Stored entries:
• • • • • • •
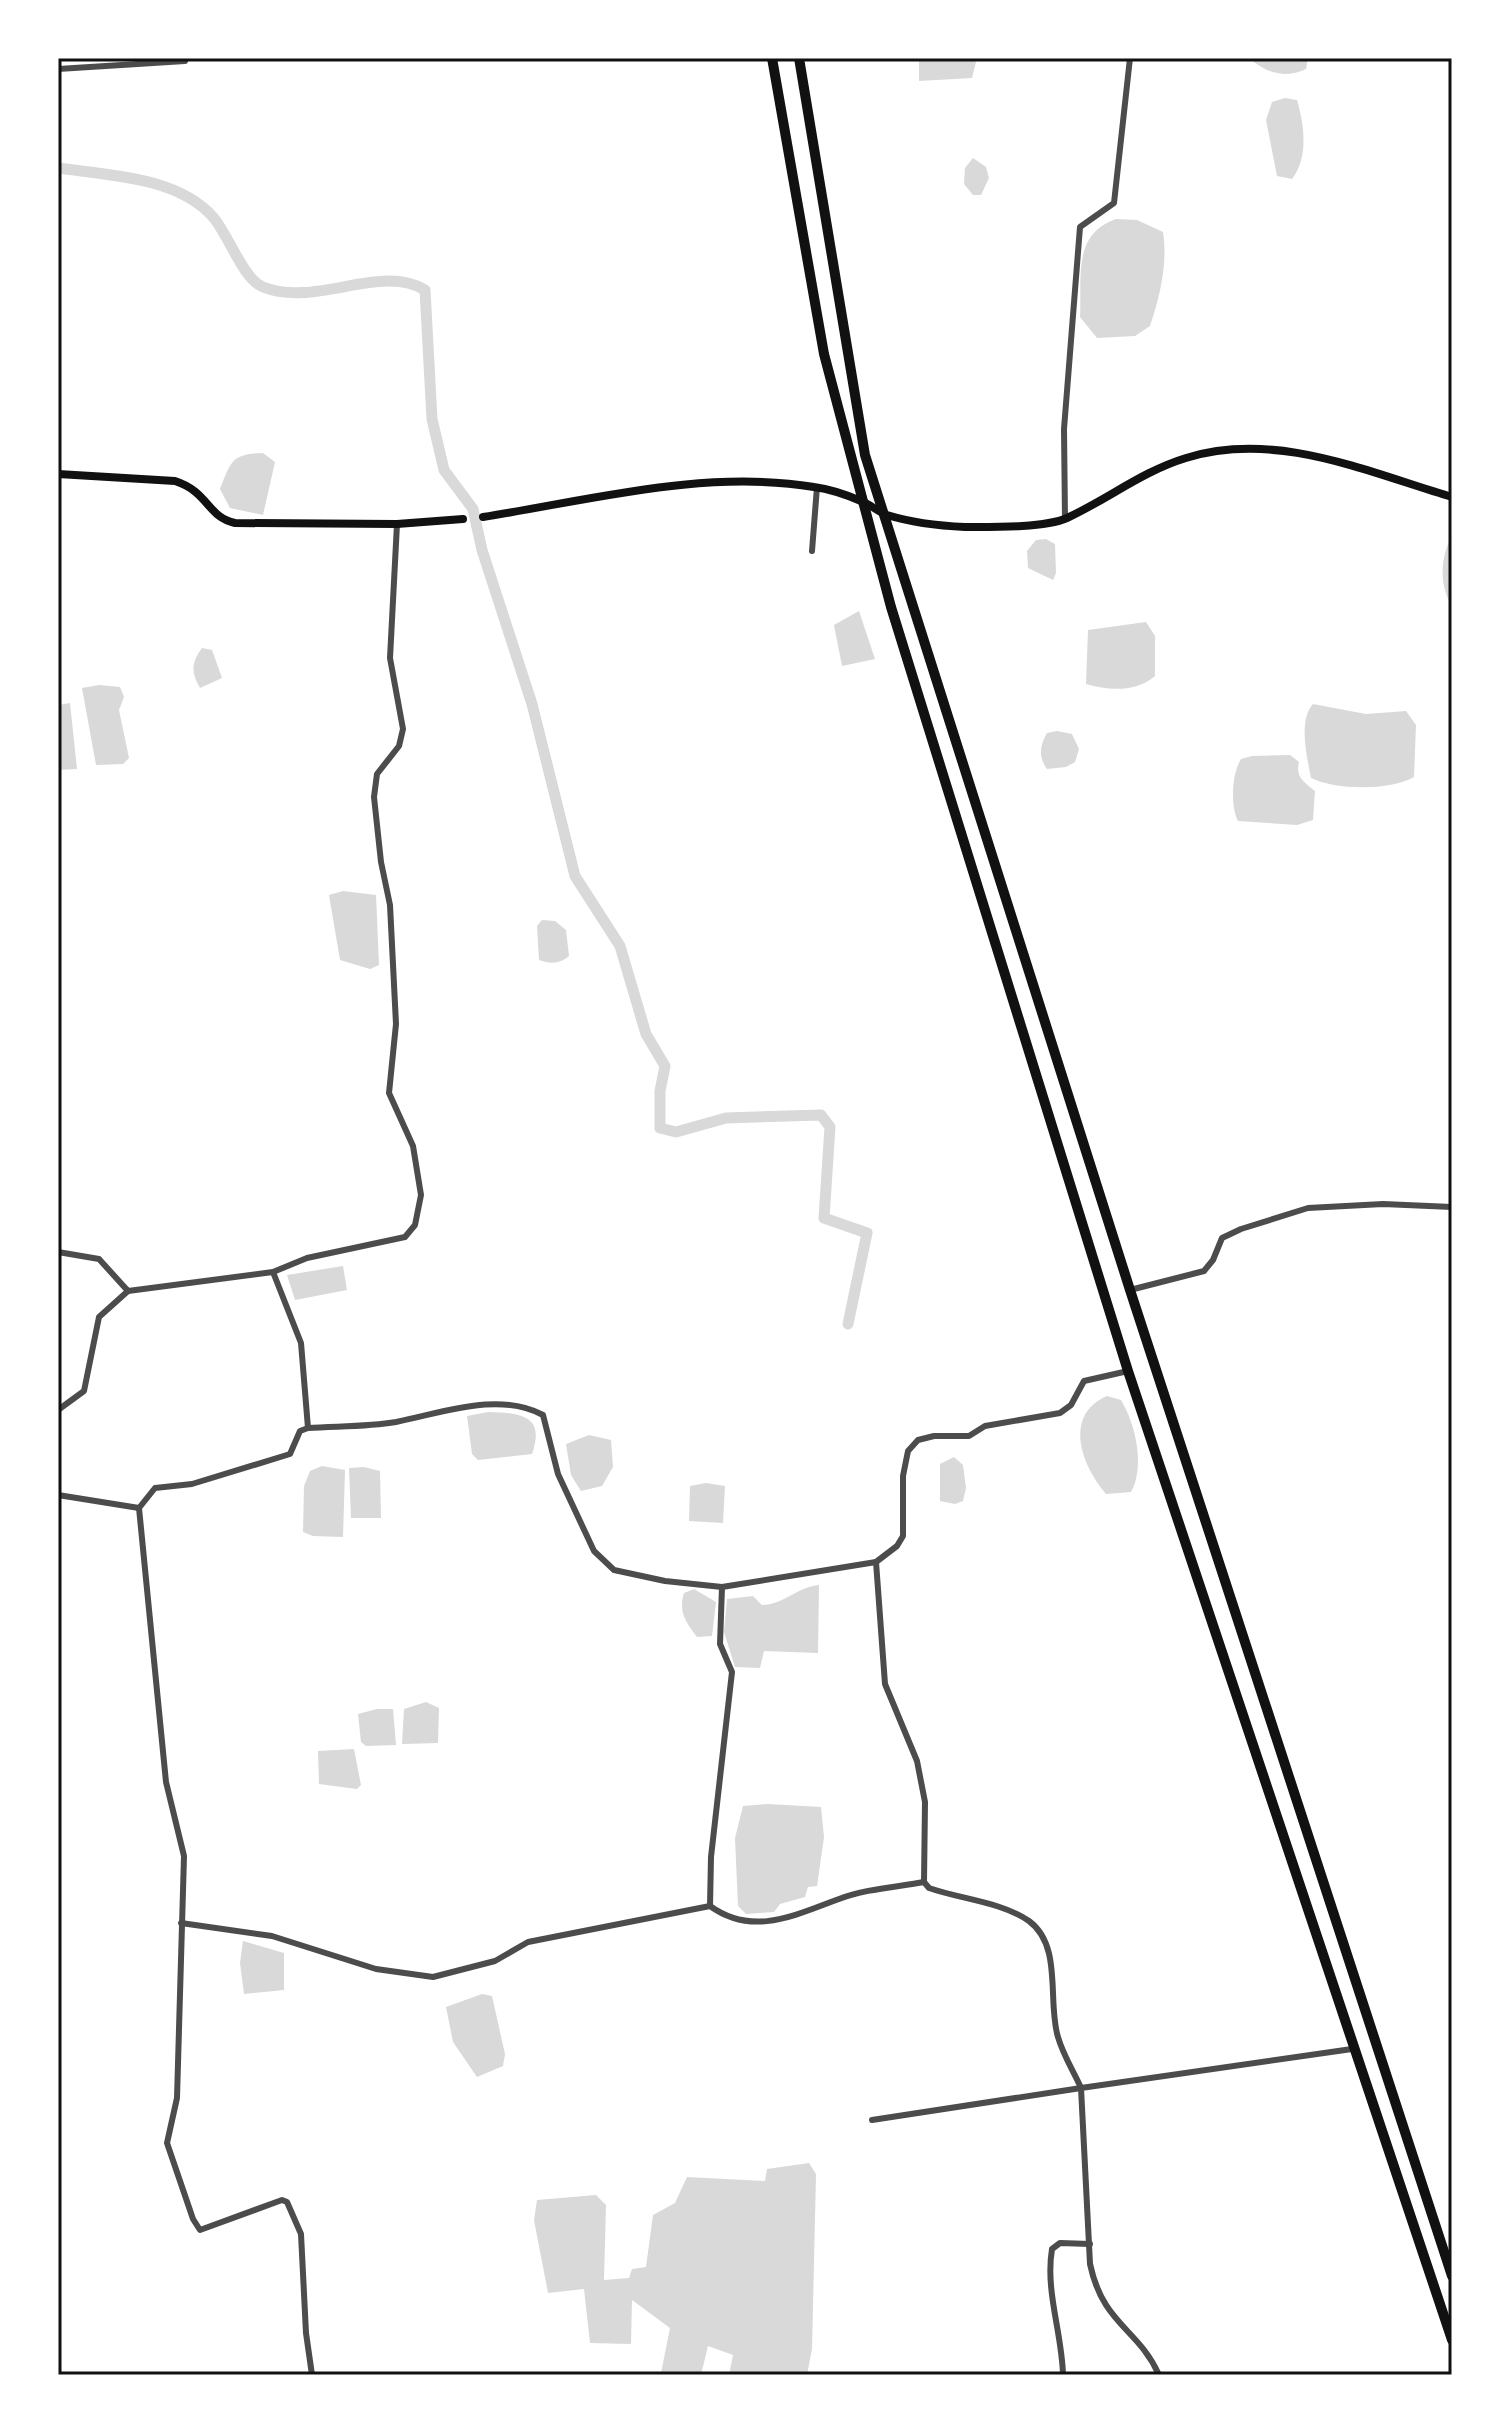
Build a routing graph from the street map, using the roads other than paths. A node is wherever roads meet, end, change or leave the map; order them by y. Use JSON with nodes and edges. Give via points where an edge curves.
{"nodes":[{"id":1,"x":185,"y":58,"type":"edge"},
{"id":2,"x":772,"y":58,"type":"edge"},
{"id":3,"x":799,"y":58,"type":"edge"},
{"id":4,"x":1130,"y":58,"type":"edge"},
{"id":5,"x":58,"y":69,"type":"edge"},
{"id":6,"x":58,"y":474,"type":"edge"},
{"id":7,"x":817,"y":487,"type":"junction"},
{"id":8,"x":1452,"y":497,"type":"edge"},
{"id":9,"x":860,"y":500,"type":"junction"},
{"id":10,"x":886,"y":515,"type":"junction"},
{"id":11,"x":483,"y":517,"type":"dead end"},
{"id":12,"x":463,"y":519,"type":"dead end"},
{"id":13,"x":1065,"y":519,"type":"junction"},
{"id":14,"x":397,"y":524,"type":"junction"},
{"id":15,"x":812,"y":551,"type":"dead end"},
{"id":16,"x":1452,"y":1207,"type":"edge"},
{"id":17,"x":58,"y":1252,"type":"edge"},
{"id":18,"x":273,"y":1272,"type":"junction"},
{"id":19,"x":1130,"y":1290,"type":"junction"},
{"id":20,"x":128,"y":1291,"type":"junction"},
{"id":21,"x":1128,"y":1371,"type":"junction"},
{"id":22,"x":58,"y":1410,"type":"edge"},
{"id":23,"x":308,"y":1428,"type":"junction"},
{"id":24,"x":58,"y":1495,"type":"edge"},
{"id":25,"x":139,"y":1508,"type":"junction"},
{"id":26,"x":876,"y":1562,"type":"junction"},
{"id":27,"x":722,"y":1587,"type":"junction"},
{"id":28,"x":924,"y":1882,"type":"junction"},
{"id":29,"x":710,"y":1906,"type":"junction"},
{"id":30,"x":181,"y":1923,"type":"junction"},
{"id":31,"x":1352,"y":2049,"type":"junction"},
{"id":32,"x":1081,"y":2088,"type":"junction"},
{"id":33,"x":872,"y":2120,"type":"dead end"},
{"id":34,"x":1090,"y":2244,"type":"junction"},
{"id":35,"x":1452,"y":2276,"type":"edge"},
{"id":36,"x":1452,"y":2340,"type":"edge"},
{"id":37,"x":312,"y":2375,"type":"edge"},
{"id":38,"x":1063,"y":2375,"type":"edge"},
{"id":39,"x":1159,"y":2375,"type":"edge"}],
"edges":[{"from":1,"to":5,"type":"street"},
{"from":2,"to":9,"type":"highway","via":[[824,354]]},
{"from":3,"to":10,"type":"highway","via":[[863,441]]},
{"from":4,"to":13,"type":"street","via":[[1114,203],[1080,227],[1064,429]]},
{"from":6,"to":14,"type":"main road","via":[[175,481],[192,487],[223,520],[235,523]]},
{"from":7,"to":9,"type":"main road"},
{"from":7,"to":11,"type":"main road","via":[[674,485]]},
{"from":7,"to":15,"type":"street"},
{"from":8,"to":13,"type":"main road","via":[[1327,458],[1272,448],[1227,449],[1187,457],[1140,477]]},
{"from":9,"to":10,"type":"main road"},
{"from":9,"to":21,"type":"highway"},
{"from":10,"to":13,"type":"main road","via":[[963,527]]},
{"from":10,"to":19,"type":"highway"},
{"from":12,"to":14,"type":"main road"},
{"from":14,"to":18,"type":"street","via":[[390,658],[403,729],[399,746],[377,774],[374,797],[390,905],[396,1024],[389,1093],[413,1146],[421,1195],[415,1225],[405,1237],[307,1258]]},
{"from":16,"to":19,"type":"street","via":[[1308,1208],[1222,1238],[1204,1271]]},
{"from":17,"to":20,"type":"street","via":[[99,1259]]},
{"from":18,"to":20,"type":"street"},
{"from":18,"to":23,"type":"street","via":[[301,1343]]},
{"from":19,"to":35,"type":"highway"},
{"from":20,"to":22,"type":"street","via":[[99,1317],[84,1391]]},
{"from":21,"to":26,"type":"street","via":[[1084,1381],[1060,1413],[985,1426],[969,1436],[918,1440],[908,1451],[903,1476],[903,1536]]},
{"from":21,"to":31,"type":"highway"},
{"from":23,"to":25,"type":"street","via":[[300,1431],[290,1454],[192,1484],[155,1488]]},
{"from":23,"to":27,"type":"street","via":[[393,1422],[464,1406],[530,1408],[543,1415],[558,1474],[594,1551],[614,1570]]},
{"from":24,"to":25,"type":"street"},
{"from":25,"to":30,"type":"street","via":[[166,1782],[184,1856]]},
{"from":26,"to":27,"type":"street"},
{"from":26,"to":28,"type":"street","via":[[885,1684],[917,1761],[925,1802]]},
{"from":27,"to":29,"type":"street","via":[[720,1644],[732,1672]]},
{"from":28,"to":29,"type":"street","via":[[840,1898],[779,1921],[728,1919]]},
{"from":28,"to":32,"type":"street","via":[[1031,1922],[1053,1972],[1051,2003],[1058,2039]]},
{"from":29,"to":30,"type":"street","via":[[528,1942],[495,1961],[433,1977],[376,1969],[272,1936]]},
{"from":30,"to":37,"type":"street","via":[[177,2098],[166,2135],[169,2155],[200,2230],[287,2202],[301,2234]]},
{"from":31,"to":32,"type":"street"},
{"from":31,"to":36,"type":"highway"},
{"from":32,"to":33,"type":"street"},
{"from":32,"to":34,"type":"street"},
{"from":34,"to":38,"type":"street","via":[[1060,2243],[1052,2249],[1051,2295]]},
{"from":34,"to":39,"type":"street","via":[[1095,2287],[1105,2308]]}]}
• • • • • • •
#### [About this exercise]
Each line of the entries holding the string "edges" should be found and copied.

#### [Reply to the task]
Build a routing graph from the street map, using the roads other than paths. A node is wherever roads meet, end, change or leave the map; order them by y. Use JSON with nodes and edges. Give via points where an edge curves.
"edges":[{"from":1,"to":5,"type":"street"},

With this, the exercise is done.